# Water testing kit?



## Prepperman (Apr 23, 2010)

Can anyone recommend a water testing kit for the individual user? I have looked at a bewildering variety of kits, but do not know enough to be sure of what I need.

Thanks

Prepper Man


----------



## NaeKid (Oct 17, 2008)

You might want to look at water testing kits available from your local aquarium supply shop that has instructions on use. That will give you a basic water quality test that should prove it safe for fresh-water aquatic life.

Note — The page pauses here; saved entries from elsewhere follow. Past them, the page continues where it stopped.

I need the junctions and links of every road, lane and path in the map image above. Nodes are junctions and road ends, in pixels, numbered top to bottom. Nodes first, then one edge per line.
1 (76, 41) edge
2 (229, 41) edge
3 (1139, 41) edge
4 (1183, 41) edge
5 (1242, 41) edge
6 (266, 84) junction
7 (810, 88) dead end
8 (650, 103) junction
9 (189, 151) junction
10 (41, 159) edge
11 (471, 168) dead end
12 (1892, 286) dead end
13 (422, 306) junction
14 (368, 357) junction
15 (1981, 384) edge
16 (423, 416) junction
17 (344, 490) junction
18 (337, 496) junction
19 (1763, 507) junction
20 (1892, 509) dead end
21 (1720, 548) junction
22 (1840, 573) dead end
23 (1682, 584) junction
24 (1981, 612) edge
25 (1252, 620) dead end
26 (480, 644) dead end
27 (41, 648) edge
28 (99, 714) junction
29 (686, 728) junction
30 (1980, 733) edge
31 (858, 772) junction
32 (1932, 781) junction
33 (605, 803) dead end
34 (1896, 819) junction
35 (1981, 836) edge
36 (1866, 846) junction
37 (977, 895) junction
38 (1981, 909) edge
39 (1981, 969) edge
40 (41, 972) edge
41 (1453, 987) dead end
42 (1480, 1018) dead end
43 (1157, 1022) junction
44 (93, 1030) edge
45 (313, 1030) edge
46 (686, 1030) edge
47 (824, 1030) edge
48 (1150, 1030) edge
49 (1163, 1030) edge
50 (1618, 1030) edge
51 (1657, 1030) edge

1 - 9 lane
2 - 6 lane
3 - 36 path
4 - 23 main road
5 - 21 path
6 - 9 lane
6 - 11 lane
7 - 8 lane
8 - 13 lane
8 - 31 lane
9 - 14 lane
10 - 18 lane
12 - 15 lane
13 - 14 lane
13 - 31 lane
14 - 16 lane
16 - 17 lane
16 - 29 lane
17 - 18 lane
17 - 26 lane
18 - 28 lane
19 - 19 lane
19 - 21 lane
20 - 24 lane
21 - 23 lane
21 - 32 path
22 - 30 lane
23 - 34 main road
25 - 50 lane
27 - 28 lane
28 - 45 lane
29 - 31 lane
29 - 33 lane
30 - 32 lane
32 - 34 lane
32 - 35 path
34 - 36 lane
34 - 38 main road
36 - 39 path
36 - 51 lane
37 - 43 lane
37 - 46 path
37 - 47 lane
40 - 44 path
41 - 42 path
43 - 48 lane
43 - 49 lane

If you want to get the next level, contact your water-department in your town / city to find out what kind of kits they use and find out what the tests are that they do to make sure that the water is safe for use. They might even be able to supply you with the company's name that you can purchase from.


----------



## longtime (Nov 22, 2009)

Hi,

What are you concern about, Bacteria, Lead or Pesticides?
These people have test for most contaminants.

Drinking Water Test Kit


----------



## sailaway (Mar 12, 2009)

Naekid, aquarium supply shop, great suggestion!:beercheer: I have wondered about just setting up a still at my BOL (when I get it) to purify water for use. Maybe boiling to steam and then condensing back to water may be the best way to go to be safe. I am reading Foxfire 1, and the end of the book is about stills, can't wait to get there.


----------